(BRIEF) Transcribe, with complete accuracy, all of the entries below except for the pictures.

BEGIN DATA FOR ANALYSIS

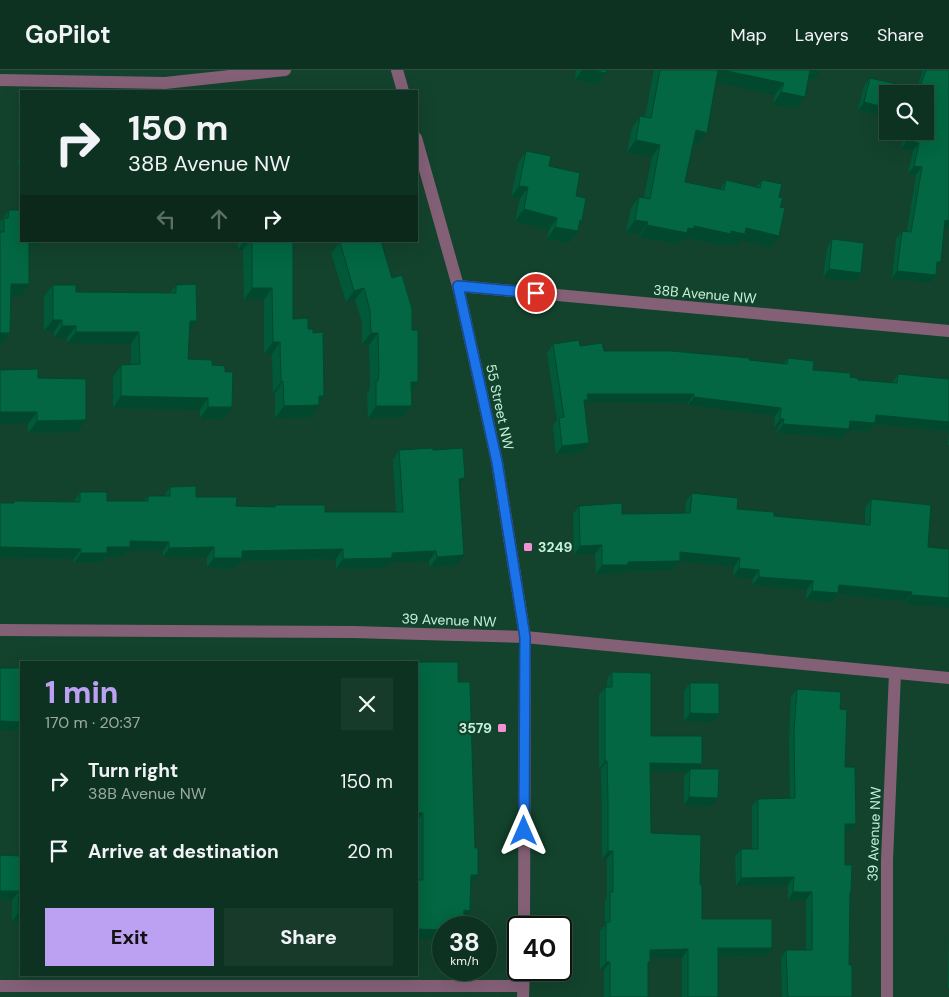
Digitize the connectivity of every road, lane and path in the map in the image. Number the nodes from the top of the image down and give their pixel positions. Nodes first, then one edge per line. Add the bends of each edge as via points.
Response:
1 (285, 70) edge
2 (397, 70) edge
3 (0, 80) edge
4 (403, 90) edge
5 (418, 145) edge
6 (458, 286) junction
7 (949, 331) edge
8 (0, 630) edge
9 (525, 637) junction
10 (895, 673) junction
11 (949, 678) edge
12 (524, 916) edge
13 (0, 986) edge
14 (162, 991) edge
15 (524, 992) edge
16 (887, 997) edge

1 - 3 street via 165,84
2 - 4 street
5 - 6 street, 55 Street NW
6 - 7 street, 38B Avenue NW
6 - 9 street, 55 Street NW via 497,462
8 - 9 street, 39 Avenue NW via 353,632
9 - 10 street, 39 Avenue NW
9 - 12 street, 55 Street NW
10 - 11 street, 39 Avenue NW
10 - 16 street, 39 Avenue NW via 887,860
13 - 14 street
14 - 15 street

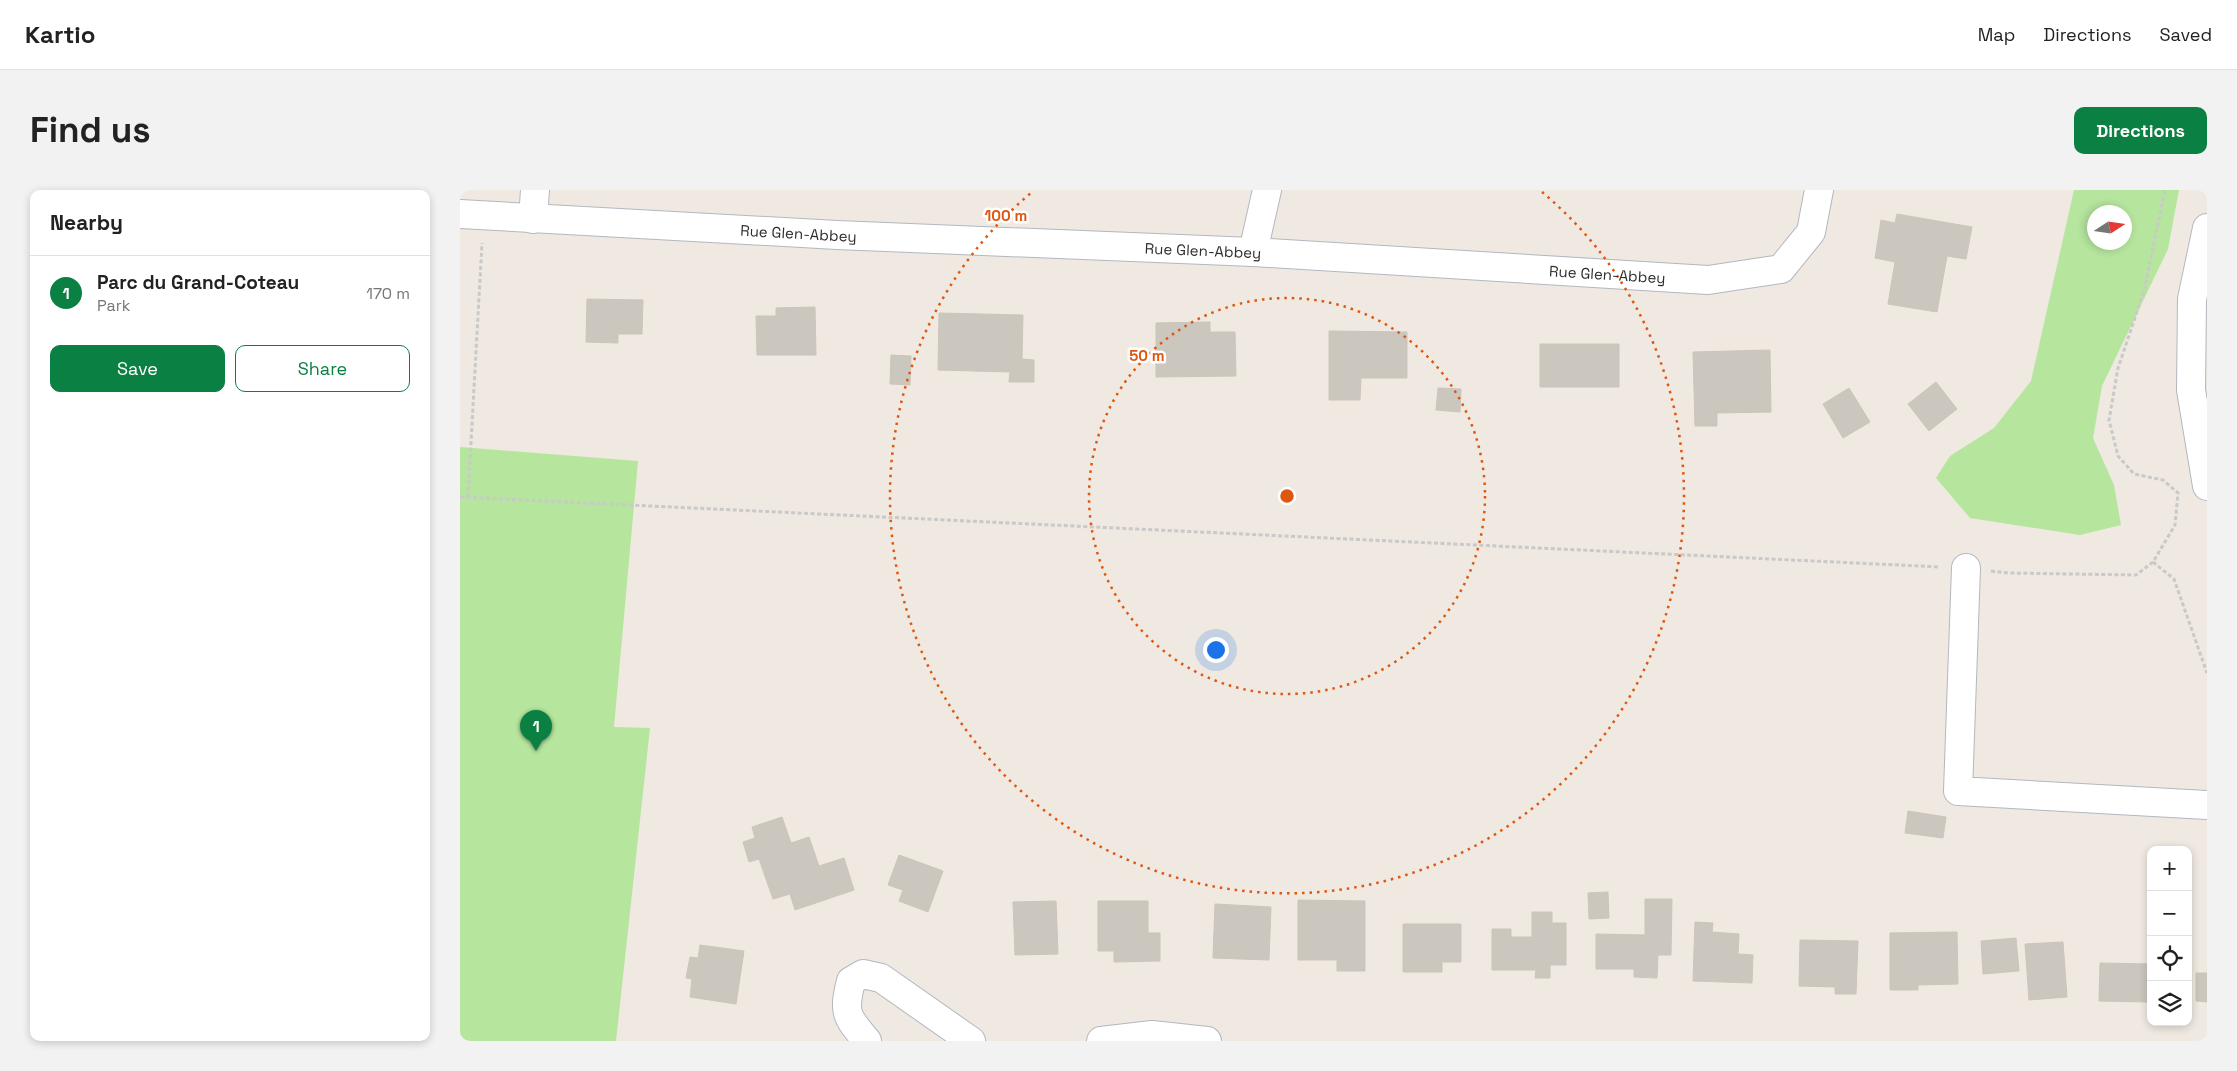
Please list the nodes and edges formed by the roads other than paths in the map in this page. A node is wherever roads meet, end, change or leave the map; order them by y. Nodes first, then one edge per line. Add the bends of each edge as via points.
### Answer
1 (535, 190) edge
2 (1267, 190) edge
3 (1819, 190) edge
4 (460, 214) edge
5 (533, 220) junction
6 (2207, 228) edge
7 (1253, 252) junction
8 (2207, 486) edge
9 (1966, 568) road end
10 (2207, 805) edge
11 (868, 1041) edge
12 (971, 1041) edge
13 (1101, 1041) edge
14 (1207, 1041) edge

1 - 5 street
2 - 7 street
3 - 7 street, Rue Glen-Abbey via 1811,232 1781,269 1708,280
4 - 5 street, Rue Glen-Abbey
5 - 7 street, Rue Glen-Abbey
6 - 8 street via 2192,299 2191,390
9 - 10 street via 1958,791
11 - 12 street via 846,1013 851,981 863,974 881,978
13 - 14 street via 1152,1035

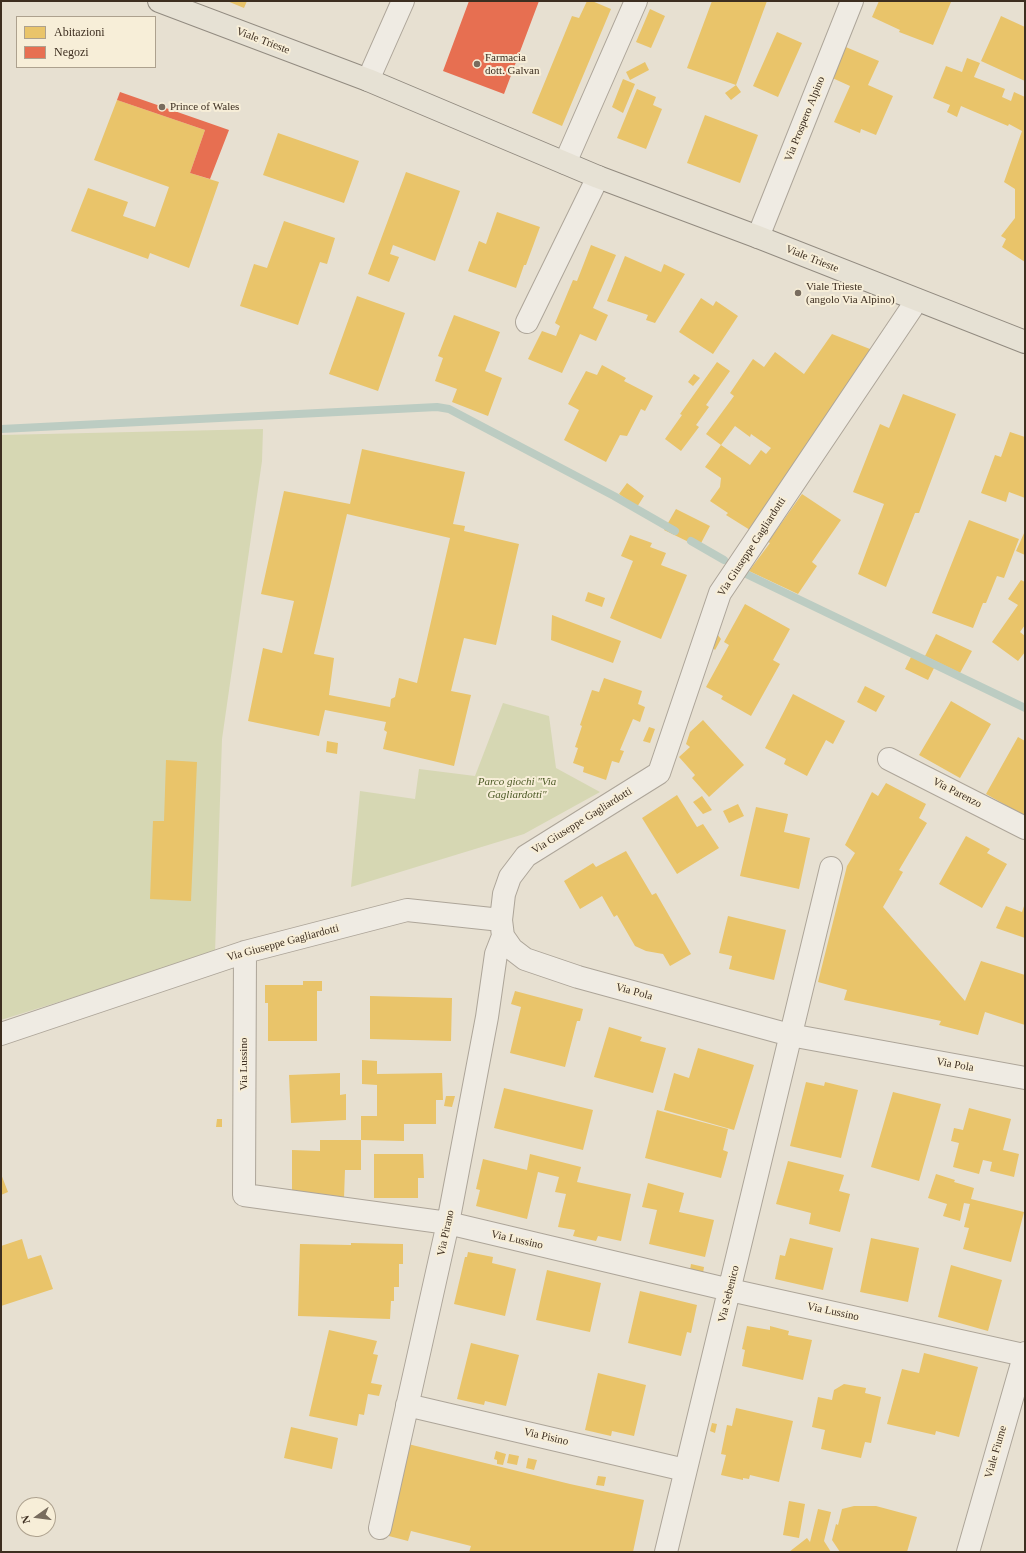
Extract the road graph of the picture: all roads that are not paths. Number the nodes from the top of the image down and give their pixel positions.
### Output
1 (159, 1) edge
2 (403, 1) edge
3 (636, 1) edge
4 (852, 1) edge
5 (368, 80) junction
6 (566, 162) junction
7 (598, 177) junction
8 (758, 237) junction
9 (916, 300) junction
10 (527, 322) dead end
11 (1025, 342) edge
12 (889, 759) dead end
13 (1025, 828) edge
14 (831, 868) dead end
15 (502, 928) junction
16 (245, 952) junction
17 (1, 1034) edge
18 (790, 1035) junction
19 (1025, 1078) edge
20 (448, 1224) junction
21 (730, 1290) junction
22 (1025, 1354) edge
23 (407, 1405) junction
24 (685, 1470) junction
25 (380, 1528) dead end
26 (666, 1552) edge
27 (968, 1552) edge

1 - 5 main road, Viale Trieste
2 - 5 street
3 - 6 street
4 - 8 street, Via Prospero Alpino
5 - 6 main road, Viale Trieste
6 - 7 main road, Viale Trieste
7 - 8 main road, Viale Trieste
7 - 10 street
8 - 9 main road, Viale Trieste
9 - 11 main road, Viale Trieste
9 - 15 street, Via Giuseppe Gagliardotti
12 - 13 street, Via Parenzo
14 - 18 street
15 - 16 street, Via Giuseppe Gagliardotti
15 - 18 street, Via Pola
15 - 20 street, Via Pirano
16 - 17 street, Via Giuseppe Gagliardotti
16 - 20 street, Via Lussino
18 - 19 street, Via Pola
18 - 21 street, Via Sebenico
20 - 21 street, Via Lussino
20 - 23 street, Via Pirano
21 - 22 street, Via Lussino
21 - 24 street, Via Sebenico
22 - 27 street, Viale Fiume
23 - 24 street, Via Pisino
23 - 25 street, Via Pirano
24 - 26 street, Via Sebenico

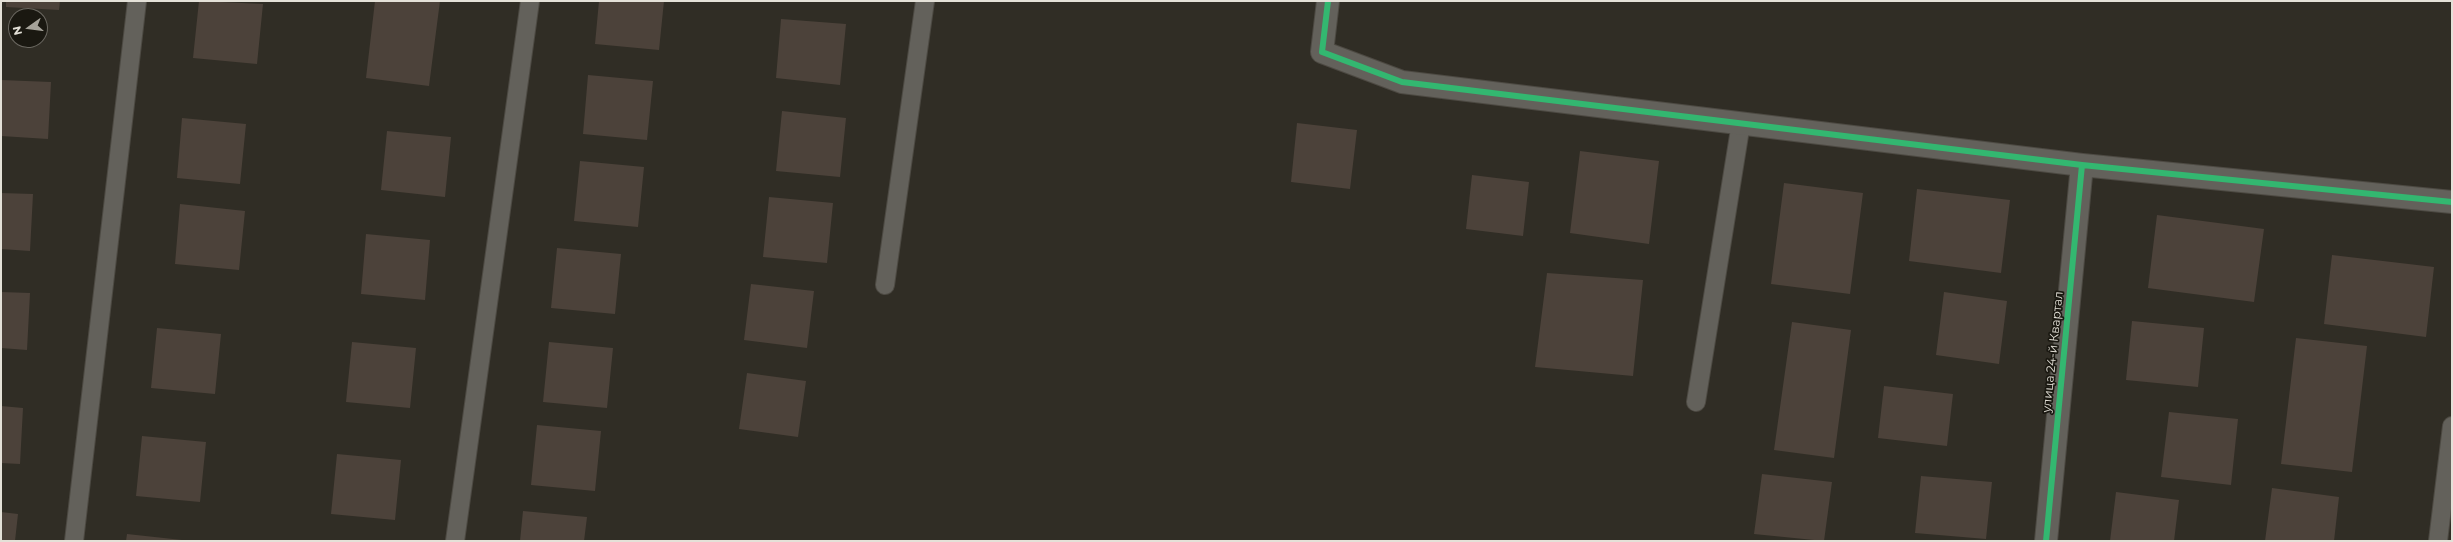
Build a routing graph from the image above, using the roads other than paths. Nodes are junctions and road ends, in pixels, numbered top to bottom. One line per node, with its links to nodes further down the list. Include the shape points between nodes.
1 (137, 1): 11 (lane)
2 (530, 1): 12 (lane)
3 (925, 1): 8 (lane)
4 (1328, 1): 5 (street, via 1322,52 1402,82)
5 (1741, 123): 6 (street); 9 (lane)
6 (2082, 165): 7 (street); 13 (street, улица 24-й Квартал)
7 (2452, 202)
8 (885, 285)
9 (1696, 402)
10 (2452, 426): 14 (lane)
11 (74, 541)
12 (455, 541)
13 (2046, 541)
14 (2438, 541)

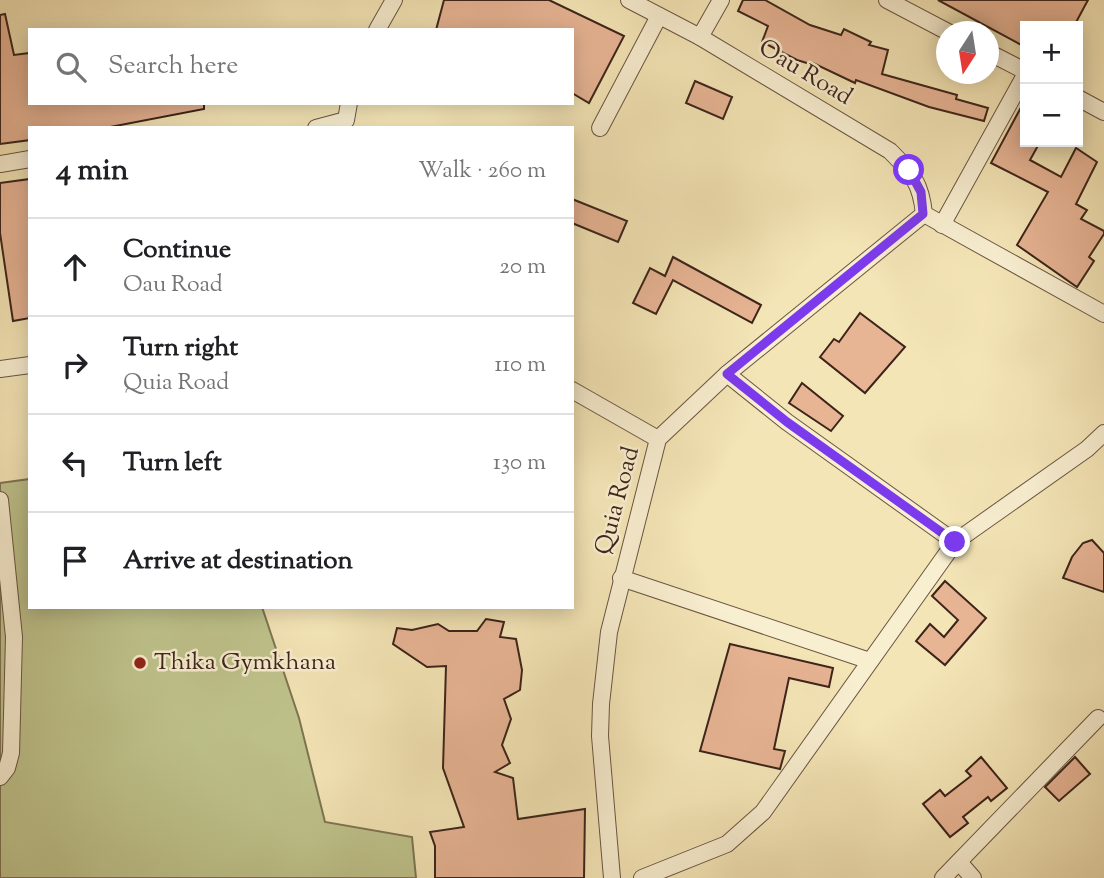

END DATA FOR ANALYSIS

(COMPLETED TASK)
Digitize the connectivity of every road, lane and path in the map in the image. Number the nodes from the top of the image down and give their pixel positions. Nodes first, then one edge per line. Add the bends of each edge as via points.
Response:
1 (285, 70) edge
2 (397, 70) edge
3 (0, 80) edge
4 (403, 90) edge
5 (418, 145) edge
6 (458, 286) junction
7 (949, 331) edge
8 (0, 630) edge
9 (525, 637) junction
10 (895, 673) junction
11 (949, 678) edge
12 (524, 916) edge
13 (0, 986) edge
14 (162, 991) edge
15 (524, 992) edge
16 (887, 997) edge

1 - 3 street via 165,84
2 - 4 street
5 - 6 street, 55 Street NW
6 - 7 street, 38B Avenue NW
6 - 9 street, 55 Street NW via 497,462
8 - 9 street, 39 Avenue NW via 353,632
9 - 10 street, 39 Avenue NW
9 - 12 street, 55 Street NW
10 - 11 street, 39 Avenue NW
10 - 16 street, 39 Avenue NW via 887,860
13 - 14 street
14 - 15 street

Please list the nodes and edges formed by the roads other than paths in the map in this page. A node is wherever roads meet, end, change or leave the map; order them by y. Nodes first, then one edge per line. Add the bends of each edge as via points.
### Answer
1 (535, 190) edge
2 (1267, 190) edge
3 (1819, 190) edge
4 (460, 214) edge
5 (533, 220) junction
6 (2207, 228) edge
7 (1253, 252) junction
8 (2207, 486) edge
9 (1966, 568) road end
10 (2207, 805) edge
11 (868, 1041) edge
12 (971, 1041) edge
13 (1101, 1041) edge
14 (1207, 1041) edge

1 - 5 street
2 - 7 street
3 - 7 street, Rue Glen-Abbey via 1811,232 1781,269 1708,280
4 - 5 street, Rue Glen-Abbey
5 - 7 street, Rue Glen-Abbey
6 - 8 street via 2192,299 2191,390
9 - 10 street via 1958,791
11 - 12 street via 846,1013 851,981 863,974 881,978
13 - 14 street via 1152,1035

Extract the road graph of the picture: all roads that are not paths. Number the nodes from the top of the image down and give their pixel positions.
### Output
1 (159, 1) edge
2 (403, 1) edge
3 (636, 1) edge
4 (852, 1) edge
5 (368, 80) junction
6 (566, 162) junction
7 (598, 177) junction
8 (758, 237) junction
9 (916, 300) junction
10 (527, 322) dead end
11 (1025, 342) edge
12 (889, 759) dead end
13 (1025, 828) edge
14 (831, 868) dead end
15 (502, 928) junction
16 (245, 952) junction
17 (1, 1034) edge
18 (790, 1035) junction
19 (1025, 1078) edge
20 (448, 1224) junction
21 (730, 1290) junction
22 (1025, 1354) edge
23 (407, 1405) junction
24 (685, 1470) junction
25 (380, 1528) dead end
26 (666, 1552) edge
27 (968, 1552) edge

1 - 5 main road, Viale Trieste
2 - 5 street
3 - 6 street
4 - 8 street, Via Prospero Alpino
5 - 6 main road, Viale Trieste
6 - 7 main road, Viale Trieste
7 - 8 main road, Viale Trieste
7 - 10 street
8 - 9 main road, Viale Trieste
9 - 11 main road, Viale Trieste
9 - 15 street, Via Giuseppe Gagliardotti
12 - 13 street, Via Parenzo
14 - 18 street
15 - 16 street, Via Giuseppe Gagliardotti
15 - 18 street, Via Pola
15 - 20 street, Via Pirano
16 - 17 street, Via Giuseppe Gagliardotti
16 - 20 street, Via Lussino
18 - 19 street, Via Pola
18 - 21 street, Via Sebenico
20 - 21 street, Via Lussino
20 - 23 street, Via Pirano
21 - 22 street, Via Lussino
21 - 24 street, Via Sebenico
22 - 27 street, Viale Fiume
23 - 24 street, Via Pisino
23 - 25 street, Via Pirano
24 - 26 street, Via Sebenico

Build a routing graph from the image above, using the roads other than paths. Nodes are junctions and road ends, in pixels, numbered top to bottom. One line per node, with its links to nodes further down the list. Include the shape points between nodes.
1 (137, 1): 11 (lane)
2 (530, 1): 12 (lane)
3 (925, 1): 8 (lane)
4 (1328, 1): 5 (street, via 1322,52 1402,82)
5 (1741, 123): 6 (street); 9 (lane)
6 (2082, 165): 7 (street); 13 (street, улица 24-й Квартал)
7 (2452, 202)
8 (885, 285)
9 (1696, 402)
10 (2452, 426): 14 (lane)
11 (74, 541)
12 (455, 541)
13 (2046, 541)
14 (2438, 541)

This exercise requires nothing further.